▸ **PROMPT**: Write out the records that follow with every word intact.
*** Opening of MATERIAL PROVIDED ***
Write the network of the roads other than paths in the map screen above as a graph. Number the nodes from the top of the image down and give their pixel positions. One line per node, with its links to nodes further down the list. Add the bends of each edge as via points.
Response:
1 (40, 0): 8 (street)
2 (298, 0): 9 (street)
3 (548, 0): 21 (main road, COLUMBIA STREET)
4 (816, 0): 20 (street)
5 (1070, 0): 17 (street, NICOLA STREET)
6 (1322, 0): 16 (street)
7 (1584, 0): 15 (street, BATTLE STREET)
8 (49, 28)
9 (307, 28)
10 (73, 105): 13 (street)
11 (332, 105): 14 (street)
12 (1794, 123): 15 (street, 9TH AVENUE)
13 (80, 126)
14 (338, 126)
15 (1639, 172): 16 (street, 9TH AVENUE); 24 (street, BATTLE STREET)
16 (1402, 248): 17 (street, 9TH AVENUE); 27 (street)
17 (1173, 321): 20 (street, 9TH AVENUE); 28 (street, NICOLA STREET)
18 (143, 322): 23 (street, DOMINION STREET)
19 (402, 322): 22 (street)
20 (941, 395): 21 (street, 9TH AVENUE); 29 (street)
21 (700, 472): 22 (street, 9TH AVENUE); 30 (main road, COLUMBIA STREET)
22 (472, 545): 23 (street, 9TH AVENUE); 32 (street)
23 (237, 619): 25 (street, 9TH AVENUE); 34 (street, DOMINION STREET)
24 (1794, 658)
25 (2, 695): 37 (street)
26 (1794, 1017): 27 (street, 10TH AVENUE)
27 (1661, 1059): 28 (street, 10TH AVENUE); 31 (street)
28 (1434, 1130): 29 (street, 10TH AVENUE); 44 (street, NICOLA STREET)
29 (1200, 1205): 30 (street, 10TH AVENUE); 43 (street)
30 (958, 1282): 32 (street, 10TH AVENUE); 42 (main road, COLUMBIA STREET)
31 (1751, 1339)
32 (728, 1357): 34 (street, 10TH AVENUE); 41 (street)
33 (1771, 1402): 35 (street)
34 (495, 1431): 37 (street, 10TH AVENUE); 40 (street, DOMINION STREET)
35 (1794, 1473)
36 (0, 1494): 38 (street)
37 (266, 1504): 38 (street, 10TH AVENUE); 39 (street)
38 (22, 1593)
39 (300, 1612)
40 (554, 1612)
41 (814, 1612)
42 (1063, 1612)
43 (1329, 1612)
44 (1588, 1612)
*** Close of MATERIAL PROVIDED ***
▸ **RESPONSE BOX**:
Write the network of the roads other than paths in the map screen above as a graph. Number the nodes from the top of the image down and give their pixel positions. One line per node, with its links to nodes further down the list. Add the bends of each edge as via points.
Response:
1 (40, 0): 8 (street)
2 (298, 0): 9 (street)
3 (548, 0): 21 (main road, COLUMBIA STREET)
4 (816, 0): 20 (street)
5 (1070, 0): 17 (street, NICOLA STREET)
6 (1322, 0): 16 (street)
7 (1584, 0): 15 (street, BATTLE STREET)
8 (49, 28)
9 (307, 28)
10 (73, 105): 13 (street)
11 (332, 105): 14 (street)
12 (1794, 123): 15 (street, 9TH AVENUE)
13 (80, 126)
14 (338, 126)
15 (1639, 172): 16 (street, 9TH AVENUE); 24 (street, BATTLE STREET)
16 (1402, 248): 17 (street, 9TH AVENUE); 27 (street)
17 (1173, 321): 20 (street, 9TH AVENUE); 28 (street, NICOLA STREET)
18 (143, 322): 23 (street, DOMINION STREET)
19 (402, 322): 22 (street)
20 (941, 395): 21 (street, 9TH AVENUE); 29 (street)
21 (700, 472): 22 (street, 9TH AVENUE); 30 (main road, COLUMBIA STREET)
22 (472, 545): 23 (street, 9TH AVENUE); 32 (street)
23 (237, 619): 25 (street, 9TH AVENUE); 34 (street, DOMINION STREET)
24 (1794, 658)
25 (2, 695): 37 (street)
26 (1794, 1017): 27 (street, 10TH AVENUE)
27 (1661, 1059): 28 (street, 10TH AVENUE); 31 (street)
28 (1434, 1130): 29 (street, 10TH AVENUE); 44 (street, NICOLA STREET)
29 (1200, 1205): 30 (street, 10TH AVENUE); 43 (street)
30 (958, 1282): 32 (street, 10TH AVENUE); 42 (main road, COLUMBIA STREET)
31 (1751, 1339)
32 (728, 1357): 34 (street, 10TH AVENUE); 41 (street)
33 (1771, 1402): 35 (street)
34 (495, 1431): 37 (street, 10TH AVENUE); 40 (street, DOMINION STREET)
35 (1794, 1473)
36 (0, 1494): 38 (street)
37 (266, 1504): 38 (street, 10TH AVENUE); 39 (street)
38 (22, 1593)
39 (300, 1612)
40 (554, 1612)
41 (814, 1612)
42 (1063, 1612)
43 (1329, 1612)
44 (1588, 1612)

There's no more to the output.